*REQUIRED ACTION*. In the records below, some lines contain the word "main". Copy each of them.

(Collected data)
━━━━━━━━━━━━━━━━━━━━
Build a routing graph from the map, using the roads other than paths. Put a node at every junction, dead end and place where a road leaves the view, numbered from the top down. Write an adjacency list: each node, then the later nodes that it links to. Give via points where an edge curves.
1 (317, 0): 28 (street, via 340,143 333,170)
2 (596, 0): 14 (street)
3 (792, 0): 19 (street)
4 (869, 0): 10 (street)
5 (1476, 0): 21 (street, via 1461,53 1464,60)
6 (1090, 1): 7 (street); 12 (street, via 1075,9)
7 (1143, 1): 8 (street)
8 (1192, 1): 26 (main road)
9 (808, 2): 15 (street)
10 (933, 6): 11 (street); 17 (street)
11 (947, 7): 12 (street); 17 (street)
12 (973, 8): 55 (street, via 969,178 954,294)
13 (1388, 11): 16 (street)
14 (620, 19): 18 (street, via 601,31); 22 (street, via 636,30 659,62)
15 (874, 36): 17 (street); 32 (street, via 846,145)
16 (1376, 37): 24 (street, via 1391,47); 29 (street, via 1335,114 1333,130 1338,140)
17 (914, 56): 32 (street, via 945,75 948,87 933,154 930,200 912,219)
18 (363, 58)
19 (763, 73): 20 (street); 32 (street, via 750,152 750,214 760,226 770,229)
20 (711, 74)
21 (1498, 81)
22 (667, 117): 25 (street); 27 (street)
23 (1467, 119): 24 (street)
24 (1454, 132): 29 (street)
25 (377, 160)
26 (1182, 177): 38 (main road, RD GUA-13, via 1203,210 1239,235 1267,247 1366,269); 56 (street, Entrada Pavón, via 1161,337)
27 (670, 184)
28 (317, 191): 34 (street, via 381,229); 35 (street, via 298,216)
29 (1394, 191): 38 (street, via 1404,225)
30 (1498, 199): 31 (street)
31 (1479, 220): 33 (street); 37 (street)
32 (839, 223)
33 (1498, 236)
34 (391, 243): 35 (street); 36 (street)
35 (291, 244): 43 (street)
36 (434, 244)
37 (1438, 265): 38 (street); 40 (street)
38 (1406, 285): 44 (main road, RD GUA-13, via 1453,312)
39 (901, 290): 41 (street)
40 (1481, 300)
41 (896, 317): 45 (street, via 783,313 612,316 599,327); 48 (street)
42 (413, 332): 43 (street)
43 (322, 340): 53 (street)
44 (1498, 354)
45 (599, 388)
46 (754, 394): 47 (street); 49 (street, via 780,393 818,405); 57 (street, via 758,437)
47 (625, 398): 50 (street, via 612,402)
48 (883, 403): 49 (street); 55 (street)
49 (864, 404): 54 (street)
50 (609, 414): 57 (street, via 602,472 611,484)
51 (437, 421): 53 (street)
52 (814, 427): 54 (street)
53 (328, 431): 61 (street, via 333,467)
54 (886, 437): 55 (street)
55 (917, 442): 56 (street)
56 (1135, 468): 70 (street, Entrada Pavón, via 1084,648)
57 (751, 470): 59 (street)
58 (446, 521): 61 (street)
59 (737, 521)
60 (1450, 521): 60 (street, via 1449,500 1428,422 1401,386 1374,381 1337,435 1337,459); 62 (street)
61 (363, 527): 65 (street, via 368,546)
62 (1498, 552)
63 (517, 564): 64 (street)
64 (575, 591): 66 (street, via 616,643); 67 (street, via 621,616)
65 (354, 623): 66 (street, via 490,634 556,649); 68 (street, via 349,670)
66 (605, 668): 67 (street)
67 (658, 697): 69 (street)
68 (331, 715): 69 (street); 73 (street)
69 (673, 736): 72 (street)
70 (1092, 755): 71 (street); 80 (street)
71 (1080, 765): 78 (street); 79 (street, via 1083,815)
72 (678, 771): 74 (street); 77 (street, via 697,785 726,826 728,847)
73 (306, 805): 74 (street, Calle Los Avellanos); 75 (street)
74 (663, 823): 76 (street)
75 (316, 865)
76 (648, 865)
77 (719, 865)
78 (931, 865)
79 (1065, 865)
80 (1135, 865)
━━━━━━━━━━━━━━━━━━━━
*OUTPUT*.
8 (1192, 1): 26 (main road)
26 (1182, 177): 38 (main road, RD GUA-13, via 1203,210 1239,235 1267,247 1366,269); 56 (street, Entrada Pavón, via 1161,337)
38 (1406, 285): 44 (main road, RD GUA-13, via 1453,312)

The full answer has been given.